In response to plaintiff's arguments, defendant asserts, as it did in the circuit court, that plaintiff's CRA claim is time-barred by the applicable three-year statute of limitations for CRA claims. Further, defendant maintains, among other things,[6] that plaintiff failed to exhaust her administrative remedies because she did not pursue an appeal of the final CSC decision to the circuit court, thus making dismissal appropriate.
With regard to the CRA aspect of plaintiff's wrongful discharge claim, we note that a plaintiff is not required to exhaust administrative remedies before proceeding to the circuit court on a CRA claim. Walters, supra at 815, 385 N.W.2d 695; Marsh, supra. However, to the extent that her wrongful discharge claim was based on the CRA, we agree with the trial court that the statute of limitations barred that claim, for the reasons explained above.

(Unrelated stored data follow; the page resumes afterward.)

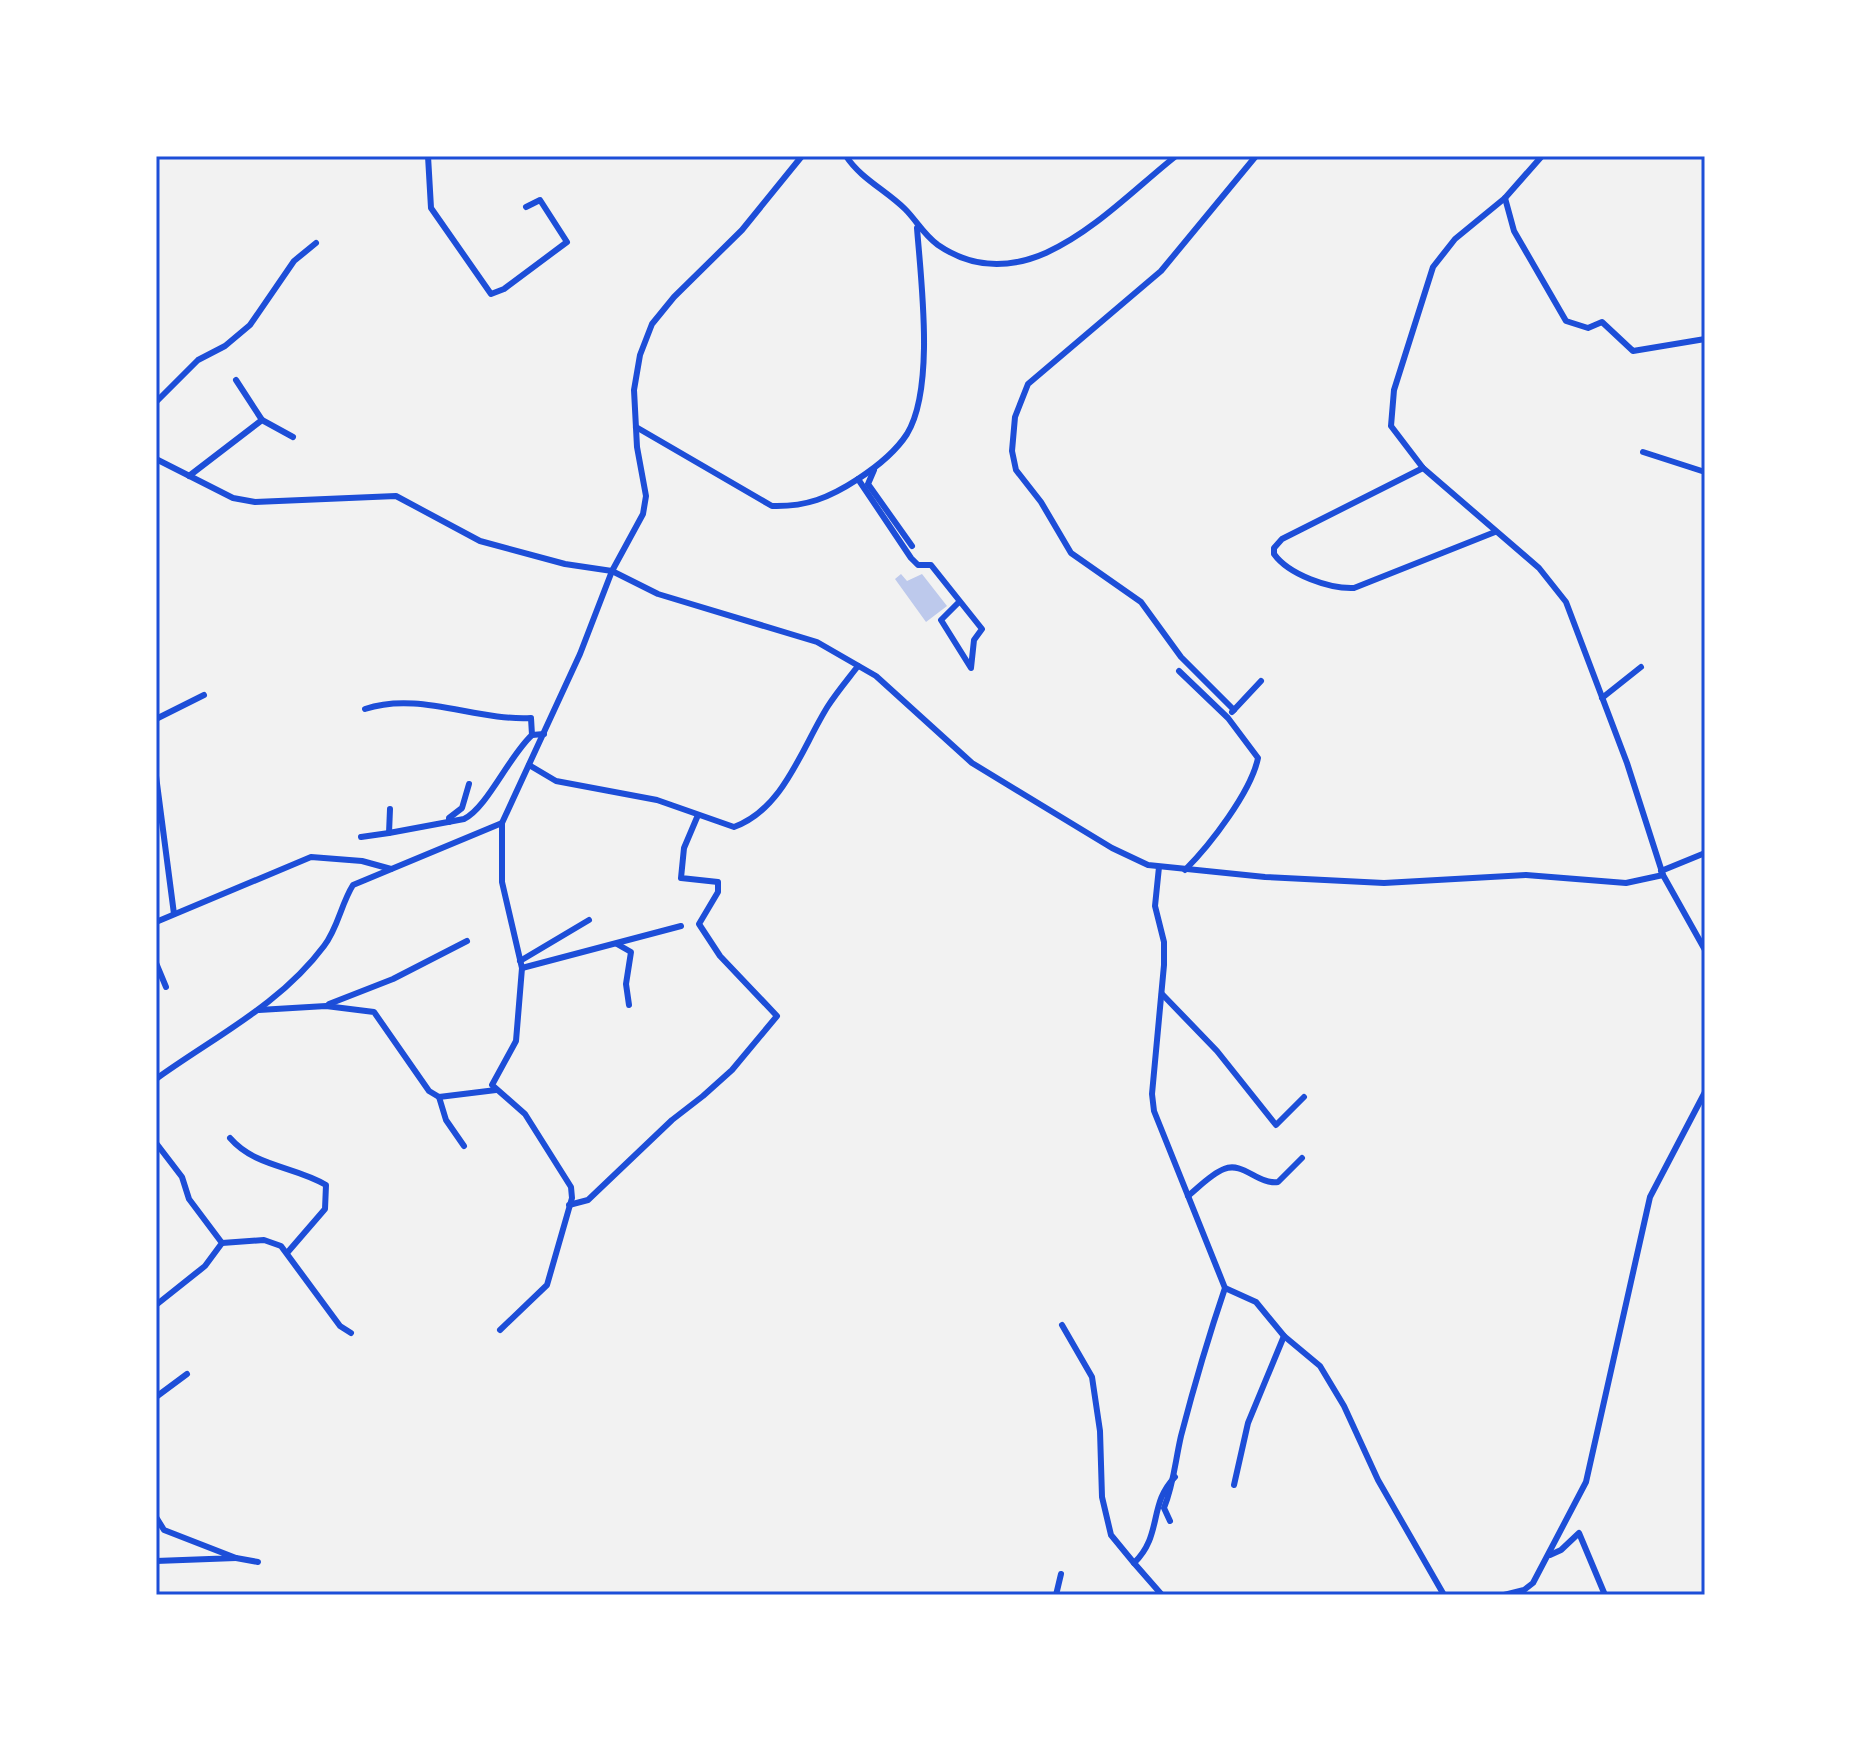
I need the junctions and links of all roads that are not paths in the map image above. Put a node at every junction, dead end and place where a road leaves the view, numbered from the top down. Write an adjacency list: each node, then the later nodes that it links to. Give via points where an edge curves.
1 (428, 156): 8 (street, via 431,208 491,294 567,242 540,200)
2 (802, 156): 15 (street, via 742,230 652,324 637,372)
3 (846, 156): 9 (street, via 907,210)
4 (1176, 156): 9 (street, via 1087,230 1031,260 975,261 939,246)
5 (1256, 156): 35 (street, via 1161,271 1028,384 1018,403 1012,451 1016,470 1064,545 1141,602 1181,657)
6 (1542, 156): 7 (street)
7 (1505, 198): 11 (street, via 1514,231 1566,321 1588,328 1602,322 1633,351); 20 (street, via 1455,239 1424,289 1390,413 1391,426)
8 (526, 207)
9 (917, 228): 19 (street, via 925,286 918,396 906,435)
10 (316, 243): 13 (street, via 294,261 250,325 198,360)
11 (1705, 339)
12 (236, 380): 14 (street)
13 (156, 402)
14 (262, 420): 16 (street); 22 (street)
15 (636, 427): 23 (street, via 772,506 806,505); 26 (street, via 646,496 634,536)
16 (293, 437)
17 (1643, 452): 21 (street)
18 (156, 459): 22 (street)
19 (876, 467): 23 (street); 25 (street, via 868,484)
20 (1423, 468): 24 (street); 24 (street, via 1282,539 1274,554 1294,570 1338,589 1354,588)
21 (1705, 472)
22 (189, 476): 26 (street, via 233,498 255,502 396,496 480,541)
23 (858, 479): 27 (street, via 911,558 918,565 931,565)
24 (1495, 532): 33 (street, via 1559,592)
25 (912, 546)
26 (612, 571): 28 (street, via 658,594 817,642); 38 (street)
27 (959, 602): 27 (street, via 982,629 974,640 971,668 941,620)
28 (858, 666): 44 (street, via 761,812 734,827); 50 (street, via 876,676 972,763 1112,848)
29 (1641, 667): 33 (street)
30 (1179, 671): 36 (street)
31 (1261, 681): 35 (street)
32 (204, 695): 37 (street)
33 (1602, 698): 53 (street)
34 (365, 709): 39 (street, via 401,703 531,718)
35 (1234, 710): 36 (street)
36 (1228, 718): 52 (street, via 1256,751 1256,766 1204,851)
37 (156, 719)
38 (544, 734): 39 (street); 40 (street)
39 (532, 735): 45 (street, via 514,752 475,814)
40 (529, 765): 44 (street, via 556,781 631,794); 46 (street)
41 (156, 776): 54 (street)
42 (469, 784): 45 (street, via 462,808)
43 (390, 809): 47 (street)
44 (698, 815): 78 (street, via 684,848 681,878 718,882 718,892 699,924 728,965 777,1016 732,1070 588,1200)
45 (449, 822): 47 (street)
46 (502, 823): 51 (street); 62 (street, via 502,882)
47 (389, 833): 48 (street)
48 (361, 837)
49 (1705, 853): 53 (street)
50 (1159, 867): 52 (street); 64 (street, via 1155,906 1164,942)
51 (394, 870): 54 (street, via 311,857); 67 (street, via 353,885 327,943)
52 (1185, 870): 53 (street, via 1384,883 1526,875 1626,883)
53 (1662, 873): 60 (street)
54 (174, 914): 56 (street)
55 (589, 920): 62 (street)
56 (156, 922)
57 (681, 926): 59 (street)
58 (467, 941): 66 (street)
59 (617, 944): 62 (street); 65 (street, via 631,952)
60 (1705, 950)
61 (156, 963): 63 (street)
62 (521, 964): 69 (street, via 516,1041 492,1080)
63 (166, 987)
64 (1162, 994): 72 (street, via 1217,1051 1276,1125); 77 (street, via 1153,1103)
65 (629, 1005)
66 (326, 1006): 67 (street); 71 (street, via 374,1012 429,1091)
67 (259, 1010): 68 (street)
68 (156, 1079)
69 (496, 1090): 71 (street); 78 (street, via 525,1114 571,1187)
70 (1705, 1092): 94 (street, via 1650,1197 1586,1482)
71 (439, 1097): 75 (street, via 446,1120)
72 (1304, 1097)
73 (230, 1138): 80 (street, via 244,1154 326,1185 325,1209)
74 (156, 1143): 79 (street)
75 (464, 1146)
76 (1302, 1158): 77 (street, via 1278,1182 1226,1168)
77 (1188, 1196): 81 (street)
78 (569, 1205): 85 (street, via 547,1285)
79 (222, 1243): 80 (street, via 264,1240); 82 (street, via 205,1266)
80 (287, 1253): 86 (street, via 340,1326)
81 (1225, 1288): 87 (street, via 1256,1302); 90 (street, via 1203,1348)
82 (160, 1299): 83 (street)
83 (156, 1305)
84 (1062, 1325): 98 (street, via 1092,1377 1102,1497 1111,1535)
85 (500, 1330)
86 (351, 1333)
87 (1284, 1336): 91 (street, via 1248,1423); 102 (street, via 1320,1366)
88 (187, 1374): 89 (street)
89 (156, 1397)
90 (1175, 1477): 93 (street, via 1164,1511); 98 (street, via 1157,1503 1148,1550)
91 (1234, 1485)
92 (156, 1517): 95 (street, via 164,1530)
93 (1170, 1521)
94 (1549, 1556): 103 (street, via 1529,1587); 104 (street, via 1579,1533)
95 (236, 1558): 96 (street); 97 (street)
96 (156, 1561)
97 (258, 1562)
98 (1134, 1563): 101 (street)
99 (1061, 1574): 100 (street)
100 (1056, 1595)
101 (1162, 1595)
102 (1444, 1595)
103 (1504, 1595)
104 (1605, 1595)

With regard to the other claims asserted in plaintiff's wrongful discharge count, because plaintiff is an employee of the DOC and is therefore a member of the state classified civil service, any claim for wrongful discharge is subject to the grievance procedure for the classified service. Const 1963, art 11, § 5; Viculin v. Dep't of Civil Service, 386 Mich. 375, 393, 192 N.W.2d 449 (1971); Michigan Supervisors Union OPEIU Local 512 v. Dep't of Civil Service, 209 Mich.App. 573, 576, 531 N.W.2d 790 (1995); Bonneville v. Michigan Corrections Organization, Service Employees Int'l Union, Local 526M, AFL-CIO, 190 Mich.App. 473, 475, 476 N.W.2d 411 (1991). In this case, the parties availed themselves of the CSC grievance procedures. Plaintiff properly filed a grievance and after a hearing and the receipt of posthearing briefs, the hearing officer issued a grievance decision acknowledging the violation of Work Rule 12, but finding the penalty of discharge too severe. The hearing officer reinstated plaintiff to her former or an equivalent position, but without back pay. From the limited record, it appears that defendant pursued the proper avenue to seek review of the hearing officer's grievance decision by applying for leave to appeal to the Employment Relations Board (ERB). After the ERB affirmed the hearing officer's decision, defendant sought review by the CSC. In its decision, the CSC affirmed the ERB's decision to the extent that the ERB determined that plaintiff had committed a Class II Offense that subjected her to appropriate disciplinary penalties. However, the CSC determined that the hearing officer abused his discretion and exceeded his authority when he reduced the penalty of dismissal to a disciplinary suspension and, likewise, the CSC determined that the ERB abused its discretion in affirming the *656 reduction of the penalty. The CSC reinstated' plaintiff's termination, effective March 22, 1996. On this record, it appears that the internal administrative procedures were exhausted by the parties and defendant prevailed.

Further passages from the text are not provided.